Here are the coefficients in the different variants of the original function can be referred to as non-significant. Discarding those coefficients won't really change the behavior of the function.

Extension to Neural Networks

The above concept can be applied to neural networks as well. This needs a bit more details to be unfolded. Consider the weights of a trained network. How could we make sense of the weights that are non-significant? What's the premise here?

For this to be answered, consider the optimization process with gradient descent. Not all the weights are updated using the same gradient magnitudes. The gradients of a given loss function are taken with respect to the weights (and biases). During the optimization process, some of the weights are updated with larger gradient magnitudes (both positive and negative) than the others. These weights are considered to be significant by the optimizer to minimize the training objective. The weights that receive relatively smaller gradients can be considered as non-significant.
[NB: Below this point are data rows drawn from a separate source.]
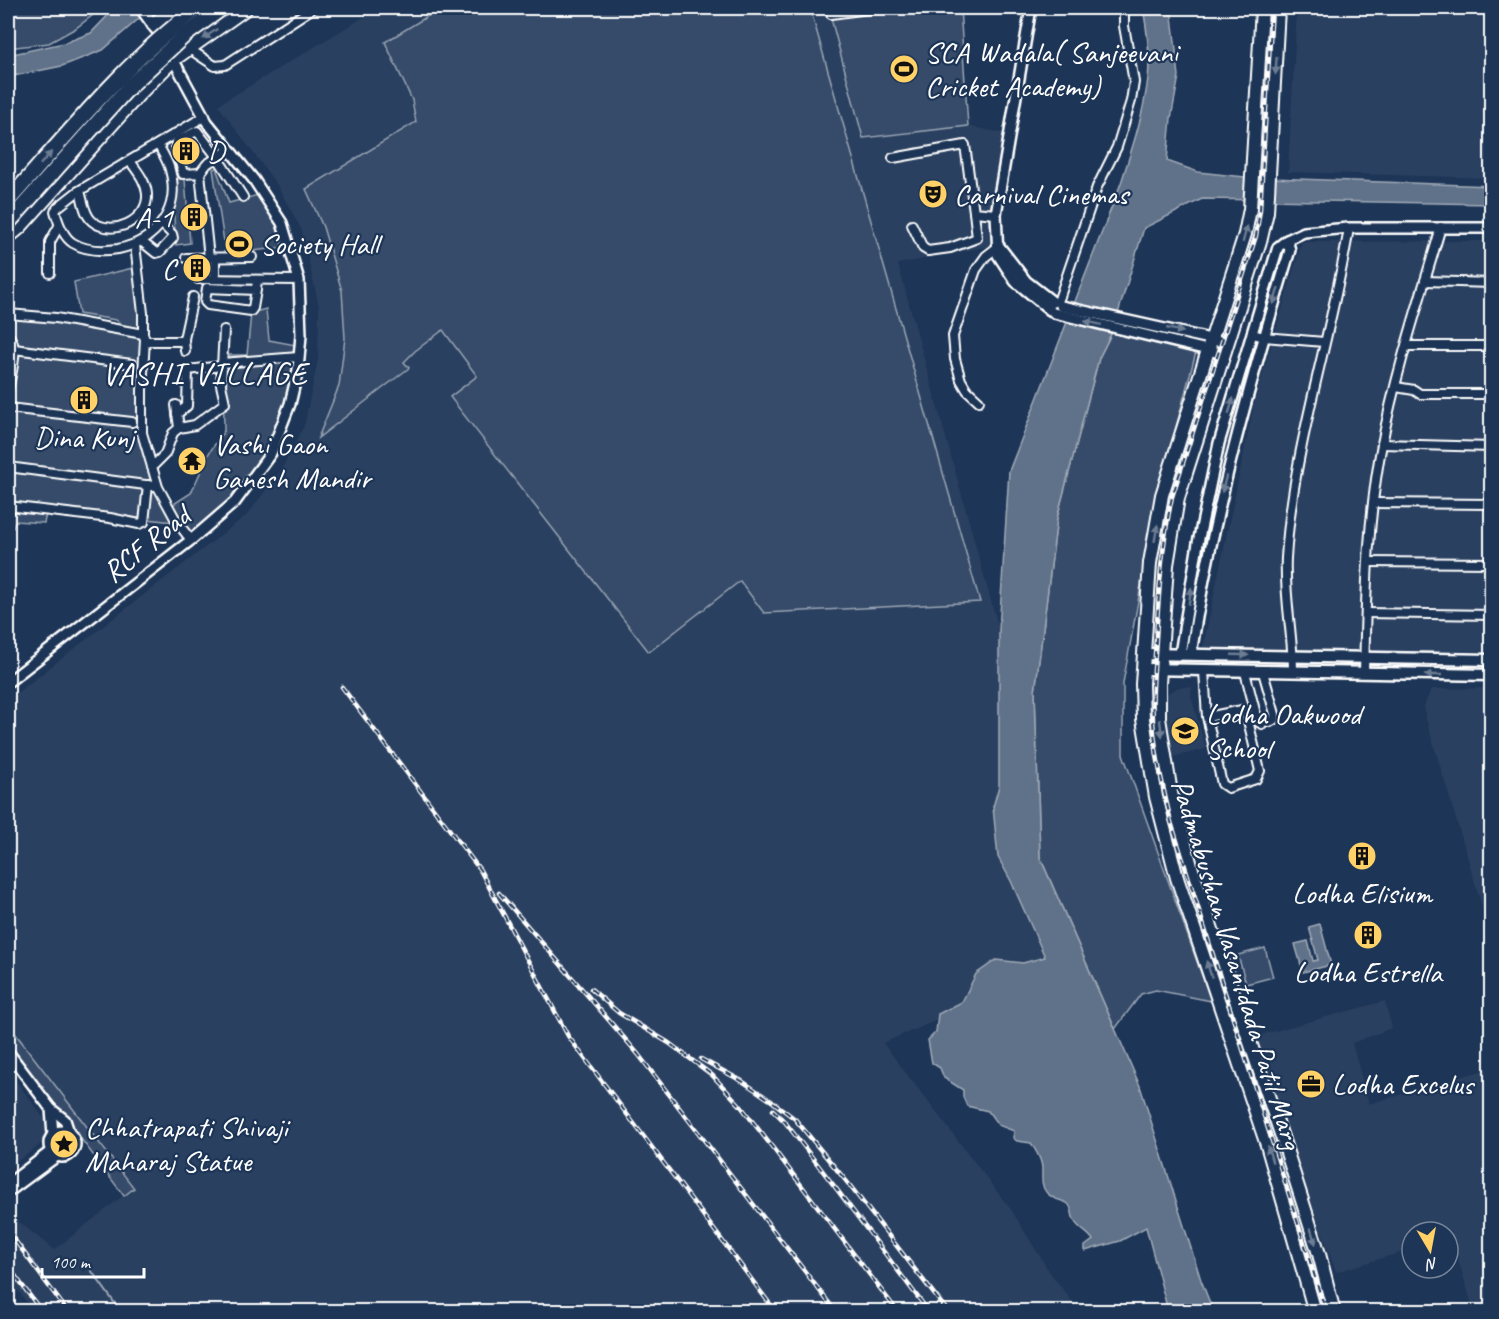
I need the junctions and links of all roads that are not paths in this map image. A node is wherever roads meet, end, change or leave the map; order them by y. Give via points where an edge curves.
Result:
1 (177, 8) edge
2 (198, 8) edge
3 (222, 8) edge
4 (245, 8) edge
5 (313, 8) edge
6 (876, 8) edge
7 (1031, 8) edge
8 (1124, 8) edge
9 (1262, 8) edge
10 (1278, 8) edge
11 (831, 15) dead end
12 (147, 16) edge
13 (188, 48) junction
14 (173, 59) junction
15 (206, 116) junction
16 (158, 144) junction
17 (230, 149) junction
18 (218, 157) junction
19 (893, 158) dead end
20 (130, 161) junction
21 (200, 173) junction
22 (80, 190) junction
23 (243, 197) dead end
24 (8, 201) edge
25 (974, 212) junction
26 (996, 214) junction
27 (162, 224) junction
28 (912, 225) dead end
29 (59, 226) junction
30 (1441, 227) junction
31 (1348, 228) junction
32 (1491, 228) edge
33 (11, 229) edge
34 (1287, 240) junction
35 (138, 243) junction
36 (999, 246) junction
37 (252, 257) dead end
38 (186, 258) dead end
39 (212, 258) junction
40 (50, 273) dead end
41 (198, 279) dead end
42 (215, 279) junction
43 (257, 280) junction
44 (299, 280) junction
45 (1425, 281) junction
46 (1491, 283) edge
47 (256, 290) junction
48 (193, 297) dead end
49 (1059, 309) junction
50 (8, 314) edge
51 (224, 330) dead end
52 (8, 334) edge
53 (1253, 334) junction
54 (1264, 337) junction
55 (144, 338) junction
56 (184, 341) junction
57 (1324, 342) junction
58 (1210, 345) junction
59 (1407, 346) junction
60 (1491, 346) edge
61 (14, 348) junction
62 (1226, 349) junction
63 (185, 351) dead end
64 (299, 357) junction
65 (132, 364) dead end
66 (222, 365) junction
67 (1396, 387) junction
68 (8, 392) edge
69 (1491, 394) edge
70 (979, 401) dead end
71 (8, 408) edge
72 (132, 422) dead end
73 (179, 428) junction
74 (1219, 443) junction
75 (1382, 444) junction
76 (1234, 447) junction
77 (1491, 447) edge
78 (8, 467) edge
79 (152, 467) junction
80 (148, 485) junction
81 (158, 487) junction
82 (1373, 503) junction
83 (1491, 504) edge
84 (8, 506) edge
85 (191, 540) junction
86 (1196, 554) junction
87 (1207, 556) junction
88 (1368, 562) junction
89 (1491, 563) edge
90 (1366, 613) junction
91 (1491, 615) edge
92 (1144, 654) junction
93 (1161, 654) junction
94 (1185, 654) junction
95 (1293, 656) junction
96 (1365, 657) junction
97 (1491, 660) edge
98 (1143, 669) junction
99 (1160, 669) junction
100 (1204, 671) junction
101 (1245, 672) junction
102 (1263, 672) junction
103 (1293, 672) junction
104 (1364, 673) junction
105 (1491, 675) edge
106 (8, 682) edge
107 (1207, 717) junction
108 (8, 1052) edge
109 (51, 1109) junction
110 (69, 1132) junction
111 (53, 1135) junction
112 (54, 1154) junction
113 (22, 1177) junction
114 (1296, 1180) junction
115 (8, 1184) edge
116 (1279, 1184) junction
117 (8, 1191) edge
118 (1301, 1198) junction
119 (1284, 1203) junction
120 (1315, 1311) edge
121 (1334, 1311) edge

1 - 12 highway
24 -> 2 highway, bridge via 118,77
3 - 33 highway, bridge via 184,36 129,87
4 -> 13 highway
5 - 13 street via 225,65 215,66
6 - 11 street
7 - 26 street
8 - 49 street via 1133,92 1117,147 1097,187
58 -> 9 main road, Padmabushan Vasantdada Patil Marg via 1250,209
10 -> 62 main road, Padmabushan Vasantdada Patil Marg via 1267,212
12 - 14 main road
13 - 14 highway
14 - 15 street, RCF Road
14 - 33 highway
15 - 16 street
15 - 17 street, RCF Road
16 - 20 street
16 - 27 street via 172,181 171,204
17 - 18 street
17 - 44 street, RCF Road via 280,219
18 - 21 street
18 - 21 street via 200,133 176,143 183,175
18 - 23 street
19 - 25 street via 965,145
20 - 22 street
20 - 22 street via 145,183 147,195 146,206 133,221 117,227 93,222
21 - 39 street
22 - 29 street via 56,209
25 - 26 street
25 - 28 street via 977,238 950,248 923,248
26 - 36 street
27 - 35 street
27 - 35 street via 173,237 160,252
29 - 35 street via 72,243 88,249 107,251
29 - 40 street via 50,242
30 - 31 street
30 - 32 street
30 - 45 street
31 - 34 street via 1304,232
31 - 57 street
34 - 53 street via 1278,247
34 -> 54 street via 1290,250
35 - 55 street
36 - 49 street via 998,255 1015,281
36 - 70 street via 976,270 953,336 961,380
37 - 39 street
38 - 39 street
39 - 42 street
41 - 42 street
42 - 43 street
43 - 44 street
43 - 47 street
44 - 64 street, RCF Road
45 - 46 street
45 - 59 street
47 - 47 street via 249,312 205,302 207,288
48 - 56 street
58 -> 49 street via 1120,329
49 -> 58 street via 1123,318
50 - 55 street via 56,318
51 - 66 street
52 - 61 street
53 - 54 street
74 -> 53 street
54 - 57 street
54 - 76 street
55 - 56 street
55 - 79 street via 142,433
56 - 63 street
57 - 95 street via 1296,470 1286,559
58 - 62 street
92 -> 58 main road, Padmabushan Vasantdada Patil Marg via 1150,563 1162,495
59 - 60 street
59 - 67 street
61 - 65 street
61 - 68 street
62 - 93 main road, Padmabushan Vasantdada Patil Marg via 1178,498 1167,565
64 - 66 street
64 - 85 street, RCF Road via 290,404 271,453 235,502
66 - 73 street via 225,403 195,426
66 - 73 street via 188,370 187,406 176,410
67 - 69 street via 1420,394
67 - 75 street
71 - 72 street
73 - 79 street via 172,433 165,454
74 - 76 street
74 - 86 street
75 - 77 street
75 - 82 street
76 -> 87 street
78 - 80 street
79 - 81 street
80 - 81 street
80 - 84 street via 144,522 139,524
81 - 85 street
82 - 83 street
82 - 88 street
85 - 106 street, RCF Road
86 - 87 street
94 -> 86 street
87 - 94 street
88 - 89 street
88 - 90 street
90 - 91 street
90 - 96 street
92 - 93 main road
92 - 98 main road, Padmabushan Vasantdada Patil Marg
93 - 94 main road
93 - 99 main road, Padmabushan Vasantdada Patil Marg
94 -> 95 main road
95 - 96 main road
95 - 103 street
96 - 97 main road
96 - 104 street
98 - 99 main road
116 -> 98 main road, Padmabushan Vasantdada Patil Marg via 1177,878 1155,797 1143,719
99 - 100 main road
99 -> 114 main road, Padmabushan Vasantdada Patil Marg via 1159,718 1171,793 1193,873
100 - 101 main road
100 - 107 street
101 - 102 main road
101 - 102 street via 1258,722 1266,723 1275,719 1275,714
102 - 103 main road
103 - 104 main road
105 -> 104 main road
107 - 107 street via 1246,712 1260,771 1256,779 1228,788 1222,784
108 - 109 street
109 - 110 street via 65,1120
109 - 111 street
110 - 111 street
110 - 112 street via 75,1143 73,1150 68,1155
111 - 112 street via 49,1141
112 - 113 street
113 - 115 street
113 - 117 street
114 - 116 main road
114 - 118 main road, Padmabushan Vasantdada Patil Marg
116 - 119 main road, Padmabushan Vasantdada Patil Marg
118 - 119 main road
118 -> 121 main road, Padmabushan Vasantdada Patil Marg
119 - 120 main road, Padmabushan Vasantdada Patil Marg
After the training is complete, we can inspect the weight magnitudes of a network layer by layer and figure out the weights that are significant. This decision be made using several heuristics -

If all of these are becoming hard to comprehend, don't worry. In the next section, things will become clearer.
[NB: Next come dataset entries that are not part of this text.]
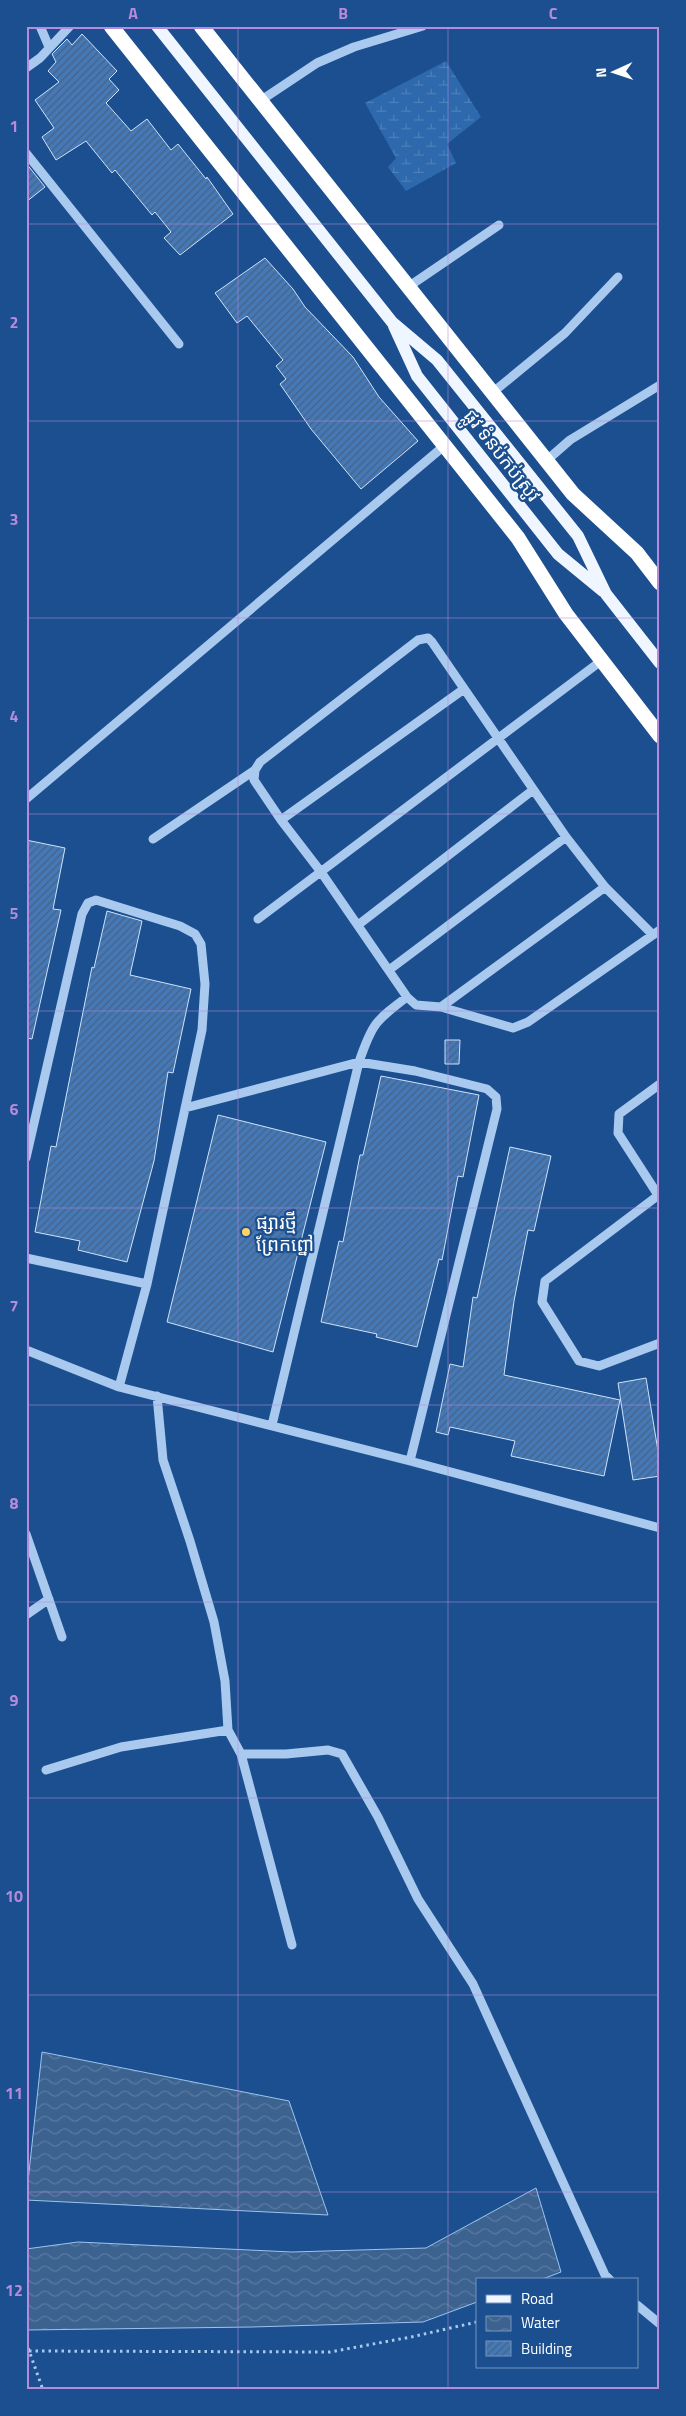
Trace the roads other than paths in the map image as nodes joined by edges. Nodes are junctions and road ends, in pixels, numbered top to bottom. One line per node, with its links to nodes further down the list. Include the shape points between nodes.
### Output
1 (40, 26): 7 (street)
2 (70, 26): 7 (street)
3 (111, 26): 18 (highway)
4 (157, 26): 14 (main road, ផ្លូវ ទំនប់កប់ស្រូវ)
5 (201, 26): 9 (highway)
6 (423, 26): 9 (street, via 318,63)
7 (49, 47): 8 (street)
8 (26, 68)
9 (260, 101): 13 (highway)
10 (26, 153): 15 (street)
11 (499, 225): 13 (street)
12 (618, 277): 17 (street, via 565,333)
13 (408, 287): 17 (highway)
14 (392, 322): 21 (main road, ផ្លូវ ទំនប់កប់ស្រូវ, via 437,360 573,530); 21 (main road, ផ្លូវ ទំនប់កប់ស្រូវ, via 417,376 558,554)
15 (179, 344)
16 (660, 385): 19 (street, via 570,440)
17 (492, 393): 19 (highway)
18 (444, 446): 22 (highway, via 518,538 566,614); 29 (street)
19 (546, 461): 20 (highway, via 573,494 637,553)
20 (660, 583)
21 (606, 594): 23 (main road, ផ្លូវ ទំនប់កប់ស្រូវ)
22 (602, 661): 25 (highway); 26 (street)
23 (660, 663)
24 (464, 689): 26 (street); 27 (street, via 432,642 428,638 418,640 260,762); 30 (street)
25 (660, 736)
26 (498, 737): 28 (street); 33 (street)
27 (255, 770): 30 (street, via 254,780); 32 (street)
28 (533, 790): 31 (street); 36 (street)
29 (26, 799)
30 (281, 820): 33 (street)
31 (566, 837): 34 (street); 38 (street)
32 (153, 839)
33 (321, 872): 35 (street); 36 (street)
34 (605, 887): 37 (street); 40 (street)
35 (258, 919)
36 (358, 925): 38 (street)
37 (656, 932): 40 (street, via 528,1022 513,1028)
38 (389, 970): 39 (street)
39 (407, 997): 40 (street, via 416,1005); 41 (street, via 380,1018 369,1032)
40 (441, 1007)
41 (359, 1062): 43 (street); 52 (street); 53 (street, via 415,1071 487,1089 496,1097 497,1109)
42 (660, 1084): 45 (street, via 619,1114 618,1133)
43 (186, 1108): 44 (street, via 202,1030 205,984 201,944 195,934 180,926 96,900 88,903 82,914); 47 (street)
44 (26, 1158)
45 (659, 1194): 48 (street, via 545,1281 542,1302 579,1361 599,1366)
46 (26, 1258): 47 (street)
47 (147, 1284): 50 (street)
48 (660, 1343)
49 (26, 1350): 50 (street)
50 (120, 1388): 51 (street)
51 (157, 1396): 52 (street); 59 (street, via 163,1460 214,1622)
52 (272, 1425): 53 (street)
53 (410, 1461): 54 (street)
54 (660, 1528)
55 (26, 1534): 56 (street)
56 (48, 1598): 57 (street); 58 (street)
57 (26, 1615)
58 (62, 1637)
59 (228, 1730): 60 (street); 61 (street, via 121,1747)
60 (241, 1754): 62 (street); 63 (street, via 328,1750 342,1754 378,1817 418,1899 473,1984)
61 (46, 1770)
62 (292, 1945)
63 (609, 2278)
64 (638, 2306): 65 (street)
65 (660, 2324)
Pruning a Trained Neural Network

Full code in Colab →

Now that we have a fair bit of understanding of what could be called significant weights, we can discuss magnitude-based pruning. In magnitude-based pruning, we consider weight magnitude to be the criteria for pruning. By pruning what we really mean is zeroing out the non-significant weights. Following code, snippet might be helpful to understand this -

# Copy the kernel weights and get ranked indices of the
# column-wise L2 Norms
kernel_weights = np.copy(k_weights)
ind = np.argsort(np.linalg.norm(kernel_weights, axis=0))
    
# Number of indices to be set to 0
sparsity_percentage = 0.7
cutoff = int(len(ind)*sparsity_percentage)

# The indices in the 2D kernel weight matrix to be set to 0
sparse_cutoff_inds = ind[0:cutoff]
kernel_weights[:,sparse_cutoff_inds] = 0.

(This code snippet comes from here)

Here's a pictorial representation of the transformation that would be happening to the weights after they have been learned -

It can be applied to the biases also. It's important to note that here we consider an entire layer receiving an input of shape (1,2) and containing 3 neurons. It's often advisable to retrain the network after it is pruned to compensate for any drop in its performance. When doing such retraining it's important to note that, the weights that were pruned, won't be updated during the retraining.

Seeing Things in Action

Enough jibber-jabber! Let's see these things in action. To keep things simple we'll be testing these concepts on the MNIST dataset but you should be able to extend them to more complex datasets as well. We'll be using a shallow fully-connected network having the following topology -

The network has got a total of 20,410 trainable parameters. Training this network for 10 epochs gets us a good baseline -

Seeing Things in Action

Recipe 1: Take a trained network, prune it with more training

You are encouraged to follow along with this Colab Notebook mentioned at the top from this point on.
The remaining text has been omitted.